Badut Gendong story
One of the most fascinating aspects of Badut Gendong is how it transforms a powerless victim into a figure audiences simultaneously fear and sympathize with.
Since its release, many viewers have described the film as Indonesia’s rare successful attempt at creating an anti-hero story.
Darso is not a traditional hero. He is also not a straightforward villain. Instead, he becomes a tragic figure shaped by grief, injustice, and despair.
The character has drawn comparisons to Arthur Fleck in Joker and John Wick from the popular action franchise.
Like Arthur Fleck, Darso is repeatedly humiliated and ignored by society until emotional collapse transforms him into something dangerous. Like John Wick, his violent path begins with devastating personal loss.
Film critics have long noted that audiences are often drawn to anti-heroes because they reflect real human flaws and vulnerabilities.
In discussing Joker (2019), critic Xan Brooks of The Guardian described the film as a daring reinvention of a character who exists in the space between victim and villain, forcing audiences to confront uncomfortable empathy for someone descending into darkness. Likewise, film scholars and critics often distinguish anti-heroes from pure villains by their emotional relatability. While audiences may condemn their actions, they understand the pain that motivates them. Discussions among film critics and screenwriters frequently point to characters such as John Wick as examples of protagonists whose morally questionable actions are driven by personal tragedy rather than heroic ideals.
A Letterboxd review echoed this sentiment:
“Badut Gendong is a bleak, disturbing, and intense viewing experience that unexpectedly hit me emotionally. Unlike many villain-centered stories that rely solely on spectacle, this film allows viewers to feel the pain, grief, and emotional destruction experienced by a good man who gradually transforms into a terrifying monster because of the world around him.” A Mirror Image of Ustadz Qodrat
What makes Badut Gendong particularly intriguing within the Qodrat Universe is that he is positioned not simply as a stronger enemy, but as an emotional opposite to Ustadz Qodrat.
According to actor Vino G. Bastian, who portrays Ustadz Qodrat, both characters experience profound suffering. The difference lies in how they respond to it.
“Ustadz Qodrat will return and face an even heavier challenge. Not because this new enemy is allied with demons, but because he represents another side of Qodrat himself. The trials faced by Ustadz Qodrat brought him back to Allah, while the same suffering led Darso and Darsi toward despair, revenge, destruction, and catastrophe.”

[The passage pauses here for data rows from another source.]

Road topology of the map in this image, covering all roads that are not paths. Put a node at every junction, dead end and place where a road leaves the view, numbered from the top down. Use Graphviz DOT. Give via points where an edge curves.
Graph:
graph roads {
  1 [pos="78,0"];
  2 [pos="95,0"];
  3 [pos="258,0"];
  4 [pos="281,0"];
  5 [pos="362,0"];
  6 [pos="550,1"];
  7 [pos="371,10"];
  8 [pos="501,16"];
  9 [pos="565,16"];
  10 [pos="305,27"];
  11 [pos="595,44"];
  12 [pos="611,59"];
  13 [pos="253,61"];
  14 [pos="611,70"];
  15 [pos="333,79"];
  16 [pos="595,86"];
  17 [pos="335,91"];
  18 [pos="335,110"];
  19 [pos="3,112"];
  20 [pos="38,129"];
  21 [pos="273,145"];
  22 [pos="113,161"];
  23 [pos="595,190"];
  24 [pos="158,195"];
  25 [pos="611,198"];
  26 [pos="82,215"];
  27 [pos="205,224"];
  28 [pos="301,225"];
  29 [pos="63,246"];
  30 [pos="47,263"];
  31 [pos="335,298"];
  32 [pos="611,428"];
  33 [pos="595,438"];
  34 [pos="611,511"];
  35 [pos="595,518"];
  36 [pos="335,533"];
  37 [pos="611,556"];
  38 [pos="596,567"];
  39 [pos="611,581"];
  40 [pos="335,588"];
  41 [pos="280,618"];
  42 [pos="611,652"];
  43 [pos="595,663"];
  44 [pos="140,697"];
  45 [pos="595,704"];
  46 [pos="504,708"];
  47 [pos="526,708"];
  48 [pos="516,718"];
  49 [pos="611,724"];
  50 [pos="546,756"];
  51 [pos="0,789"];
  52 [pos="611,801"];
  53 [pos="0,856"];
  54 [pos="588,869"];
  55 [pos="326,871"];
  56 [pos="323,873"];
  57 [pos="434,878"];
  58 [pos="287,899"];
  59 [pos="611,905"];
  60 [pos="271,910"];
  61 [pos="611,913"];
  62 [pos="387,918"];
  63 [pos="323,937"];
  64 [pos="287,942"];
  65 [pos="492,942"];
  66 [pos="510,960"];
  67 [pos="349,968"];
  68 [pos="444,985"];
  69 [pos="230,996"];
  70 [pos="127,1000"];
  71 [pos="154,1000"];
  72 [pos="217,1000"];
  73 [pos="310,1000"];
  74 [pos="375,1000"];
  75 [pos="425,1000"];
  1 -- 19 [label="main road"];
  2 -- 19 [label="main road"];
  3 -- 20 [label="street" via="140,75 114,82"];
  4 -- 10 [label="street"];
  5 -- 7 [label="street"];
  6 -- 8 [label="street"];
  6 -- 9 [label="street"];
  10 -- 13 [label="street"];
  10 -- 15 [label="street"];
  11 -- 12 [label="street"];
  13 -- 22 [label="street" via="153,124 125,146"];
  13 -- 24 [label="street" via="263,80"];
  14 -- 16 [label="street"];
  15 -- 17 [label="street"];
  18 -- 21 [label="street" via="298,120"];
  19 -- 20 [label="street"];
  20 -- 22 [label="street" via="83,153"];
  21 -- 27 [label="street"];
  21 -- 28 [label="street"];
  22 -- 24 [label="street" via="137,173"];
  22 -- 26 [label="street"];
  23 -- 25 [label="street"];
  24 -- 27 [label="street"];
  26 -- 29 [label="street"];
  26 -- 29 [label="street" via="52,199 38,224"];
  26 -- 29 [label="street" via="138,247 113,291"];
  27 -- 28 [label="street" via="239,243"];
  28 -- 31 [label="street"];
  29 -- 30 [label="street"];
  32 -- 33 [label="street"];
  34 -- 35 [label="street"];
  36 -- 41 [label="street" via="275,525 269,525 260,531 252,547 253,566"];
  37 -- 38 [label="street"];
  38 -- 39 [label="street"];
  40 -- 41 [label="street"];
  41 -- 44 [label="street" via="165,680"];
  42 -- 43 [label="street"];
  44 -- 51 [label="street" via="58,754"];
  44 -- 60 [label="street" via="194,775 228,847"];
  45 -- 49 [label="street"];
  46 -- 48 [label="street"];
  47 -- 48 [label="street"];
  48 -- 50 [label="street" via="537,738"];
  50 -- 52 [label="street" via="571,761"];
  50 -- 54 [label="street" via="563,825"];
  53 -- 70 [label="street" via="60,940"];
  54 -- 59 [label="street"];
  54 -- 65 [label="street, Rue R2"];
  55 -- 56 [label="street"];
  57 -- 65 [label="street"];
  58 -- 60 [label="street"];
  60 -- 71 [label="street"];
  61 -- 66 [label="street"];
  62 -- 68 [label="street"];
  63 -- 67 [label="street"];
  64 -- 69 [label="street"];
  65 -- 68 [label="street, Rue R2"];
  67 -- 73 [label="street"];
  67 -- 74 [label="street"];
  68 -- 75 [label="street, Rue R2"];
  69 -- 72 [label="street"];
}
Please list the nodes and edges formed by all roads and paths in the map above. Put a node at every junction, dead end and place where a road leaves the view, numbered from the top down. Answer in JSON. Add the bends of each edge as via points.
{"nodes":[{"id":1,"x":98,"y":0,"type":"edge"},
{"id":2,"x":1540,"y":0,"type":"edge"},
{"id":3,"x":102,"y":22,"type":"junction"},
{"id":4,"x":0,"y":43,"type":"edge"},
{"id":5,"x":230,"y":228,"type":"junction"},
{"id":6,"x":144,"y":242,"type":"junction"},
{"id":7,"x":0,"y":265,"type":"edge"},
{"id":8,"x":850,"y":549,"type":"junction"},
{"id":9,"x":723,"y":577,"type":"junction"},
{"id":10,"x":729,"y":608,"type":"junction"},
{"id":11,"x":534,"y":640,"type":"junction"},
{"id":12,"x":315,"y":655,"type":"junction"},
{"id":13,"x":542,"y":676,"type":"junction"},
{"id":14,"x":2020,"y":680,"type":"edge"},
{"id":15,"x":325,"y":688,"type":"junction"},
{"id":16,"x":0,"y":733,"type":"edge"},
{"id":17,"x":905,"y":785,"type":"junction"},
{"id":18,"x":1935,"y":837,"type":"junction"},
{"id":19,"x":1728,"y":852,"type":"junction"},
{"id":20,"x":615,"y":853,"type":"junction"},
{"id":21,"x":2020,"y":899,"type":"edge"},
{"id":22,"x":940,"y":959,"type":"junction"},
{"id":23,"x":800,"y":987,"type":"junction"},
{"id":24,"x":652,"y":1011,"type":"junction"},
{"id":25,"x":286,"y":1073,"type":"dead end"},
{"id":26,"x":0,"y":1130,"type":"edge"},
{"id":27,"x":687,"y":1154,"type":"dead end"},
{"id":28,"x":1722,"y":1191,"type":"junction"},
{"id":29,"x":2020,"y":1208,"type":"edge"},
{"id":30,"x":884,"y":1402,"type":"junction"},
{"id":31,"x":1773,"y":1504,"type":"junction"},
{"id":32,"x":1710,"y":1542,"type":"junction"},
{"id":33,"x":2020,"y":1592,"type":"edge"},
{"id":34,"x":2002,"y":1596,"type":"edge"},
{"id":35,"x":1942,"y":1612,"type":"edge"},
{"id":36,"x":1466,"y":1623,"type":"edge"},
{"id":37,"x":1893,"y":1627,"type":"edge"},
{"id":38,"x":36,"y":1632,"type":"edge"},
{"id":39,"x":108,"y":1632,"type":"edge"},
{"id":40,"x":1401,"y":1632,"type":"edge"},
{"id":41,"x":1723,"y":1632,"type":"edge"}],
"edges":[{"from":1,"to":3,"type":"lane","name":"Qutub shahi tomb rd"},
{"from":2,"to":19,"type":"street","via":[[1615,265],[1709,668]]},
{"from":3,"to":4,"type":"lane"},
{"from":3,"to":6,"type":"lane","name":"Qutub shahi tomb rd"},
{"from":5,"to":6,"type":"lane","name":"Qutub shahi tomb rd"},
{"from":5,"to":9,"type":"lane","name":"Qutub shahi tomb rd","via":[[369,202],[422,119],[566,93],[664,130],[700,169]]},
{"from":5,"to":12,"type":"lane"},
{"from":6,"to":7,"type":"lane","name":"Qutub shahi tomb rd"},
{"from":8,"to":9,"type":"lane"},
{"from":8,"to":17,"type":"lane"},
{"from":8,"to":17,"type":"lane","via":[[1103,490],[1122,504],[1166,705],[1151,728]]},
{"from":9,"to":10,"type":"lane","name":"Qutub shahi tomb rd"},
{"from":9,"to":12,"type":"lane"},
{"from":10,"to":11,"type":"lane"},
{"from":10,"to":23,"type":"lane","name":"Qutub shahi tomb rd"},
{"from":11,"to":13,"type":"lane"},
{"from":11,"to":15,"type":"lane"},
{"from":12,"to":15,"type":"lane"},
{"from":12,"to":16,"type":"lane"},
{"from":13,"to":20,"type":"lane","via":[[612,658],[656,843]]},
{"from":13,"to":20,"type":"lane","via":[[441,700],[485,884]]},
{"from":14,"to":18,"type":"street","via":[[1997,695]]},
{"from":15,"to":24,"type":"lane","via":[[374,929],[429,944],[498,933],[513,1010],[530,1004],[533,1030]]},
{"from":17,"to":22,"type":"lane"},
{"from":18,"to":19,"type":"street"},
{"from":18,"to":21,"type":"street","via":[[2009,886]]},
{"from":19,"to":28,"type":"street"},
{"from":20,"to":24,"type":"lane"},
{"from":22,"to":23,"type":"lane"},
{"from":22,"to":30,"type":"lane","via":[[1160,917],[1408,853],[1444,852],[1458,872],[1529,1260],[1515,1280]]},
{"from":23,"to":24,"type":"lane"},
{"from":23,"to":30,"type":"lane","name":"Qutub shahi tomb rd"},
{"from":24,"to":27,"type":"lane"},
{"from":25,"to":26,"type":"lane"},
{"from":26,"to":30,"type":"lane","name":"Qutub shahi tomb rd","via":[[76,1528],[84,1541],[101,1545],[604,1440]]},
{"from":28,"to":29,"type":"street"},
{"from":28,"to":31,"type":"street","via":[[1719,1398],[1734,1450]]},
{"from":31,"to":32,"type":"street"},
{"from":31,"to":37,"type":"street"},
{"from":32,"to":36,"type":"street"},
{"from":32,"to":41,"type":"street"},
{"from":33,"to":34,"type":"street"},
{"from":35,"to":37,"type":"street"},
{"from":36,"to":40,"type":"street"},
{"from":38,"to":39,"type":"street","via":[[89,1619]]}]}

This dynamic elevates Badut Gendong beyond a conventional horror film. Rather than presenting a simple battle between good and evil, it explores two people who endure similar tragedies but arrive at completely different conclusions.
The best anti-hero stories are often built on a difficult question:
What happens when a good person loses everything?
Rather than focusing solely on supernatural scares, Badut Gendong uses horror as a vehicle to examine grief, injustice, and the emotional breaking point of an ordinary man.
Darso represents the “wong kalahan” , the forgotten underdog who is constantly underestimated and mistreated.
His transformation into Badut Gendong is not simply the birth of a monster, but the collapse of a man abandoned by the world around him.
In that sense, Badut Gendong may be one of Indonesia’s most compelling anti-hero stories to date: a character audiences fear, pity, and perhaps understand far more than they would like to admit.
Badut Gendong is now playing in Indonesian cinemas nationwide.
The film expands the Qodrat Universe while introducing what could become its most emotionally complex antagonist yet.